Kiki Green and Kiki White. Courtesy of Bevin Kelley

As soon as I enter the Wallingford home of Bevin Kelley (aka world-class electronic musician Blevin Blectum), her white male cockatoo, Kiki, emits a horrific squawk. It sounds like Steven Tyler's voice in Aerosmith's "Back in the Saddle," but deeper and more abrasive. By contrast, Kelley's other bird, a female white-crowned parrot with green feathers, also named Kiki, quietly listens to us chatter about birds from beneath the dining room table.

Both birds are adorable in their own ways, but I warily eye Kiki White as he perches on Kelley's arm during our interview. He's prone to nipping humans when excited, or when he hears noises from outside, or when someone makes a sudden move. In this agitated state, his crest rises. It's beautiful, but Kelley warns that there's serious strength in his beak, so approach with caution.

"I like being around nonhuman intelligence," Kelley says. "I need a break from humans. I was surprised that birds could be cuddly and responsive. But they're not domesticated, so they're a little crazed and we don't totally get each other. It is like living with some perpetually 4-year-old dinosaurs, which I kind of like."

Kelley had a talkative parakeet as a child, but she didn't take ownership of the two Kikis until she was 30, after working at the Medical Center for Birds in the Bay Area. Kiki White had eaten about 30 zipper teeth off a child's hoodie, resulting in lead and zinc poisoning. Kelley had to give him calcium injections and tube-feed him Metamucil. "He made a brilliant recovery after being at death's door," she recalls.

After that, Kelley took him home, and he's been with her for the last 15 years. His life expectancy is 80. Kiki Green—who's been with Kelley for 17 years—is expected to live to 30 or 40. Both avians are happier in Wallingford than they were in Kelley's previous Capitol Hill apartment, as they can make more noise and fly more freely.

Bevin Kelley and Kiki Green. Courtesy of Bevin Kelley

Blessedly, the two Kikis mostly coexist peacefully and even roost together sometimes. "They're different species, but they're friendly," Kelley says. "Green's a very good flier, so she can fly away from him if he starts getting crazy. They don't fight each other."

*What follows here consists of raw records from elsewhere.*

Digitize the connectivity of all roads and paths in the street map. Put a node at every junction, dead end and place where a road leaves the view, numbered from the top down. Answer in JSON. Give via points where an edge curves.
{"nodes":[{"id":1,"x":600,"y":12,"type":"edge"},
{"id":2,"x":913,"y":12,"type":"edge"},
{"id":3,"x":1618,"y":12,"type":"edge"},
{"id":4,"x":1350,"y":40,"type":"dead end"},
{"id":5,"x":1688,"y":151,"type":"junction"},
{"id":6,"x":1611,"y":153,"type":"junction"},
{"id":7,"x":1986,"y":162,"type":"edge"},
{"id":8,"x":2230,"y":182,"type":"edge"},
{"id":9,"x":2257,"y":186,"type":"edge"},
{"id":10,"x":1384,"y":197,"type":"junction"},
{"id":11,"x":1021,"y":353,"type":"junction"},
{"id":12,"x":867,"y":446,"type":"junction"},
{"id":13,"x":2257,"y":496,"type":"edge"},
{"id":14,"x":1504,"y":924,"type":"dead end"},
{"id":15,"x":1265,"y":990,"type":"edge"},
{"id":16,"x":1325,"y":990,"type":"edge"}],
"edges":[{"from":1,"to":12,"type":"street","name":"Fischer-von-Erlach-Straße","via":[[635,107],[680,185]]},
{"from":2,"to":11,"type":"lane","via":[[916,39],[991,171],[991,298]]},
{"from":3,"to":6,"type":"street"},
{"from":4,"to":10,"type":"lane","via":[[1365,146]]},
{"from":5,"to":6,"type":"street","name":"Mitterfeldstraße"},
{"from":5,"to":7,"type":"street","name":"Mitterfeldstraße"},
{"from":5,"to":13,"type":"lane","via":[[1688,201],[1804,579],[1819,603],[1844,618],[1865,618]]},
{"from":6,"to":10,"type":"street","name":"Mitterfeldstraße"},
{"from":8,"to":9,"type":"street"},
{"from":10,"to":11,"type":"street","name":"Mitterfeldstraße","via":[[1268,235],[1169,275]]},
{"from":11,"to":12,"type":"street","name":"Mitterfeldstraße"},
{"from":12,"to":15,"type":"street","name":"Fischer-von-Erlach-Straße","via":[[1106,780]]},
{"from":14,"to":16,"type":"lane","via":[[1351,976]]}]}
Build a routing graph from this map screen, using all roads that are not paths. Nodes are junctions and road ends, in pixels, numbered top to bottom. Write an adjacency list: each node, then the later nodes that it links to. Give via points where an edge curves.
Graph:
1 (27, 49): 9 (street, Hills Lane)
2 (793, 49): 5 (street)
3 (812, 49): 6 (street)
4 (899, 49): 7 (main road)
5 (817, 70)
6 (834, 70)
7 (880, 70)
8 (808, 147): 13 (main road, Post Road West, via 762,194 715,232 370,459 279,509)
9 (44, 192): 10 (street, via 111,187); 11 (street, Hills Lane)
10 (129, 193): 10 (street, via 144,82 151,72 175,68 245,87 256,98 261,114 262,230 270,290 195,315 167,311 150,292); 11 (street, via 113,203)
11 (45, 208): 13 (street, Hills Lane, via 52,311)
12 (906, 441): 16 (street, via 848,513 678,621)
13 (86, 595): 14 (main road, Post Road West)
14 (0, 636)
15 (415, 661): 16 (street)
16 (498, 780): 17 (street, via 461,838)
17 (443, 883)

White's been talking for a few minutes in a language that I can't decipher, and he sounds oddly contentious. What exactly does he have to complain about? Doesn't he realize how great he has it?

"He likes talking to people," Kelley explains. She notes that he'll bark at dogs, an art he mastered after living with a Chihuahua for a while.

There are some downsides to having birds in the house. For one, they'll eat and shred your furniture, books, and records if you're not vigilant. For two, they'll poop wherever they please. Thankfully, their waste isn't too olfactorily offensive. (I'll take Kelley's word for it.) "They're chaotic agents of entropy," Kelley says, laughing. "You can sort of contain it or work with it. Working against it doesn't turn out so well."

The Kikis like electronic music—especially their owner's. White likes rhythmic music and will "bounce and shuffle his feet," while Green has been known to produce "some nice vocal and gurgly sounds" to tracks she likes. White doesn't sing well, but he's improved after tutelage from Kelley. "I've heard other birds of his species sing kind of well, but his singing is hilarious. I have some friends who've sampled them more than I have. Kiki in six channels is kind of fearsome."